In this assignment you are asked to write a program to break the code of an encoded message. Code breaking can be very complicated. Today’s computers can do much of the work but it still needs human skill to find the clues.

Many code-breakers begin by checking how often certain letters and words appear in a message. In English, for example, E, T, A and O are the commonest letters. TH, HE, AN and RE are common combinations. THE, OF, AND and TO are common words. You cannot write long messages without repeating some of these. The code-breaker can begin to guess the meanings by studying these repetitions. Before the computers were used, it could take weeks or months of intense study and mathematical calculation to crack the code.

In the encoded message you are asked to decipher, each letter of the alphabet was substituted for another letter and it was a one-to-one mapping. To find the cipher you could make use of the fact that some letters of the alphabet occur in any piece of text more often than the others.

You could start by writing a program to count the number of times each letter occurs in a text file, then use this program to find the percentage of the occurrences of each letter in the training text (any long enough piece of English text) relatively to the total number of the letters in the text. You could then do the same thing with the encoded message. You could then write a program to substitute the most frequent letter from the encoded message with the most frequent letter from your training text, and so on.
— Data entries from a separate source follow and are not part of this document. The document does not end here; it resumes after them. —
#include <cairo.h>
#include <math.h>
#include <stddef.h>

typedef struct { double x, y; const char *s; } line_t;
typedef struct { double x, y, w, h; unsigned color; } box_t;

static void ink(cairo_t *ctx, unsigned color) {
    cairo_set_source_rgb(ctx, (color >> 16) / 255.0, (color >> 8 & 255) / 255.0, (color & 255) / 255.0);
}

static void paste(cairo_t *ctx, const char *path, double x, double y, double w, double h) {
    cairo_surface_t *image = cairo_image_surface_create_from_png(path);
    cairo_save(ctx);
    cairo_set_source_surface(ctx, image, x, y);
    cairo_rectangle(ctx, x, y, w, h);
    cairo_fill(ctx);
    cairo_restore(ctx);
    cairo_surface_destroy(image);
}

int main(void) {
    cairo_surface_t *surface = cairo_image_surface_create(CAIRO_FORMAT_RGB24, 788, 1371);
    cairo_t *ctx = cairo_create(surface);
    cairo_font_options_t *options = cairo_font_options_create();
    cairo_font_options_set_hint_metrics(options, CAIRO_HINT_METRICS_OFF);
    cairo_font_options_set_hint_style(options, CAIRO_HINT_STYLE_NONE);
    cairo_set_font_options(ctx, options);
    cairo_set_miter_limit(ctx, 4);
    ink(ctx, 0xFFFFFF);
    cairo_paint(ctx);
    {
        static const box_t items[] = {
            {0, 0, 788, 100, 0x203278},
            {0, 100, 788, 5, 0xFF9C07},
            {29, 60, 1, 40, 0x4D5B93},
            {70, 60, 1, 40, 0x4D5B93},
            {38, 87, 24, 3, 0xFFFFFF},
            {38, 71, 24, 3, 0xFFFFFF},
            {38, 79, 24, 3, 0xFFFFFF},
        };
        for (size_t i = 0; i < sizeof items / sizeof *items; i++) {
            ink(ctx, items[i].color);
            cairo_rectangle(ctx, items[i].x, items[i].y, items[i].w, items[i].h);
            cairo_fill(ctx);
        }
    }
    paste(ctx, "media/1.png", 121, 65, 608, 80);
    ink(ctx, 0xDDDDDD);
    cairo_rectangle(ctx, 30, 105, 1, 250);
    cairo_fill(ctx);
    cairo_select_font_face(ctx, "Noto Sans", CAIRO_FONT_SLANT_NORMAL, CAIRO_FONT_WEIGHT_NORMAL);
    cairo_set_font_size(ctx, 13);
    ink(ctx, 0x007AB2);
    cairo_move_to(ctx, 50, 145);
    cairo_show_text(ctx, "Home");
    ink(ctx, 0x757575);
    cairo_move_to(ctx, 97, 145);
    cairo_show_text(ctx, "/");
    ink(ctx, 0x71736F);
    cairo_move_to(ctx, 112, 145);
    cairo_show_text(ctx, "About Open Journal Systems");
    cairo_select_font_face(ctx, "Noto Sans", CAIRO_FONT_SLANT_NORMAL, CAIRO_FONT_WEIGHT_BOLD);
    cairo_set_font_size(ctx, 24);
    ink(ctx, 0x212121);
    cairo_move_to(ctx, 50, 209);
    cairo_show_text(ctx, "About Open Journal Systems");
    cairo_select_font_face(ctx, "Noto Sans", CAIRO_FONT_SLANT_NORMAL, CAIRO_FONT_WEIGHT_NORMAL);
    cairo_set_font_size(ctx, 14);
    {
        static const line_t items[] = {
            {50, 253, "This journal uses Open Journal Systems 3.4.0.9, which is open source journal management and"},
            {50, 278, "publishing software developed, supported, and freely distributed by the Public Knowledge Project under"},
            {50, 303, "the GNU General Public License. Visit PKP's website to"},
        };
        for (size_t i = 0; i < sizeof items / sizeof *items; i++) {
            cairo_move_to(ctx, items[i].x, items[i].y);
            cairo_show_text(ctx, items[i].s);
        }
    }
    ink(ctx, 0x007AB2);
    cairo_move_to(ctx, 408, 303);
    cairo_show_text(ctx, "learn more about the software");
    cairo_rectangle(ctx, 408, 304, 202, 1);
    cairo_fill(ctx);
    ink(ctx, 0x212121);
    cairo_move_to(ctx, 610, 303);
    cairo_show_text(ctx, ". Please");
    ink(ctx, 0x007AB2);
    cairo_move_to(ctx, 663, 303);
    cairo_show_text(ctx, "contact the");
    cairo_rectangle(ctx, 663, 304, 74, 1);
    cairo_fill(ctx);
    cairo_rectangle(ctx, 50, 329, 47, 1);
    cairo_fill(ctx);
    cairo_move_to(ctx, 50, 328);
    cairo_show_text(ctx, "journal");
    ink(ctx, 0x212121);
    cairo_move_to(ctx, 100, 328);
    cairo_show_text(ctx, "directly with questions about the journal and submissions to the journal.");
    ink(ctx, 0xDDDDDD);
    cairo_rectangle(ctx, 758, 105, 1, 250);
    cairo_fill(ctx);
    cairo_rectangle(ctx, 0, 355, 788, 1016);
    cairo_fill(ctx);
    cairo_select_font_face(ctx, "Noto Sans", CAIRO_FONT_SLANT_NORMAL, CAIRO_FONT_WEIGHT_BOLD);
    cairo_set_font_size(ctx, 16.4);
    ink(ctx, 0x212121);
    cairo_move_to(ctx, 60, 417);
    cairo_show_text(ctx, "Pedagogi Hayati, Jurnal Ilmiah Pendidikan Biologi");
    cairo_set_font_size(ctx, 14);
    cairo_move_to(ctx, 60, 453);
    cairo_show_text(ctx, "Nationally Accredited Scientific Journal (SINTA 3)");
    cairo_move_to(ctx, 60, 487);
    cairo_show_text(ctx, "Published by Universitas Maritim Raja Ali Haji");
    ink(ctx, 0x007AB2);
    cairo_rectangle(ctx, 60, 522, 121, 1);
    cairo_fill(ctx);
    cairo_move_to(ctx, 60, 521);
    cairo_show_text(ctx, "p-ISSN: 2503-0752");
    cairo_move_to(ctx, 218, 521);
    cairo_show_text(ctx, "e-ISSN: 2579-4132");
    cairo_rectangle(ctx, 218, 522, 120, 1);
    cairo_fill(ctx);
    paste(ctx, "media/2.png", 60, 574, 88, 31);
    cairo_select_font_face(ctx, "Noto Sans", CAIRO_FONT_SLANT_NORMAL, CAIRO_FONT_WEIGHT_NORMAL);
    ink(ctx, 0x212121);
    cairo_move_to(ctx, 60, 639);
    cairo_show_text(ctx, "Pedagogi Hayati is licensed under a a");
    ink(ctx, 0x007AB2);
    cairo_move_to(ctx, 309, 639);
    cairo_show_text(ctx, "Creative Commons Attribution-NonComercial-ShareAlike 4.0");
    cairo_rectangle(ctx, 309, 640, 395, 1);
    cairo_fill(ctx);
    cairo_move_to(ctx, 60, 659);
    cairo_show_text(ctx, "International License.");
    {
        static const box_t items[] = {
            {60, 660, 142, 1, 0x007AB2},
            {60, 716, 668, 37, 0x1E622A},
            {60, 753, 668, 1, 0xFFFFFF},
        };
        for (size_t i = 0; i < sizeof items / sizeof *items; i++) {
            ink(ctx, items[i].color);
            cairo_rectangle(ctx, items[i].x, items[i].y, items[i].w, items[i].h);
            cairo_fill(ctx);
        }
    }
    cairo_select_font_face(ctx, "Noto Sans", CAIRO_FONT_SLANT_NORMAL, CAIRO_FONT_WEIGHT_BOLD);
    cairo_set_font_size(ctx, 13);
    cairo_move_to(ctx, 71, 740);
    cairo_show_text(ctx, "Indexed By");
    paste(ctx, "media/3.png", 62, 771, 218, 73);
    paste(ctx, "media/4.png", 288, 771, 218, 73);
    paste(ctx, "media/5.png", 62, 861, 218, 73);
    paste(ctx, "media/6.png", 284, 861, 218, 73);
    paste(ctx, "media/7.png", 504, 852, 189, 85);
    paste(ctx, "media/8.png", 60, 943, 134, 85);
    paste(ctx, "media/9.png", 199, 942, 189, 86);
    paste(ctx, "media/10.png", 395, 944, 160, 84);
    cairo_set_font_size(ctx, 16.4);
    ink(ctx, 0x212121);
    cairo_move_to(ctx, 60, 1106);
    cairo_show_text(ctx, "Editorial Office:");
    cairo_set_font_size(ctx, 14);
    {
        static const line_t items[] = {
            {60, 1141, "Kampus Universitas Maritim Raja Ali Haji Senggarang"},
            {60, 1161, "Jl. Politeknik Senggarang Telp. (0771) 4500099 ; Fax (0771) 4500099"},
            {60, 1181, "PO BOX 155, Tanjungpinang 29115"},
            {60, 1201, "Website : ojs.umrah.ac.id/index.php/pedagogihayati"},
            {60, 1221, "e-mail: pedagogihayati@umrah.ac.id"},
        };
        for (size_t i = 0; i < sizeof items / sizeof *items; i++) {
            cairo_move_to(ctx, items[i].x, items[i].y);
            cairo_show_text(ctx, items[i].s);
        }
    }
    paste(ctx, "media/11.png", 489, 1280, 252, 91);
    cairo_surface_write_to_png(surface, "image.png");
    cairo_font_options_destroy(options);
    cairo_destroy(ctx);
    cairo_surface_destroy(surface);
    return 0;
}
Possibly you will not get all the letters absolutely right, because some letters, which normally occur with more or less the same frequency could give different results in the training and the encoded messages. You will have to deal with that eventuality by applying your own logic and substituting the letters in the text using interactions with the computer. For example, if in the encoded message you have the word ‘mln’, and it got decoded as the word ‘tge’, which does not exist, it is possible that the correct decoded word is ‘the’. Therefore you should substitute ‘l’ for ‘h’ rather than for ‘g’ in the whole encoded message.

Part A.

Develop two programs, one procedural and another object-oriented. Develop the procedural code first and the object-oriented code second. You can reuse suitable parts of the procedural program to create the object-oriented code. Make sure both programs generate the same results. Submit both programs. Both programs should operate as follows:

  • Read text from a file and store its content in any array of characters A.
  • Calculate the number and percentage of occurrences of each letter in A using two parallel arrays (B and C): one containing 26 alphabet letters and the other containing their corresponding percentage of occurrence.
  • Use a sorting algorithm (for example, bubble sort algorithm) to sort the above two parallel arrays in descending order of the percentage of occurrence.
  • Apply (b) and (c) to the training and the encoded texts. Store both sets of parallel arrays (for the training and the encoded texts) for further use.
  • Use the above two sets of sorted parallel arrays to find and display a one-to-one mapping of letters in the training and encoded texts.
  • Substitutes the letters in the encoded message for letters they represent
  • Save the decoded text stored in an array of characters to a file.
  • Be able to repeat (f), (g) and (h) as many times as the user wishes.

Implement a simple option menu to make your programs easier to use.

Test your programs. Provide sufficient evidence of testing.

Improve your programs. Consider special cases such as choosing an option that is not available in the menu, requesting the user interactively for a text file name and reading the data from that file, etc.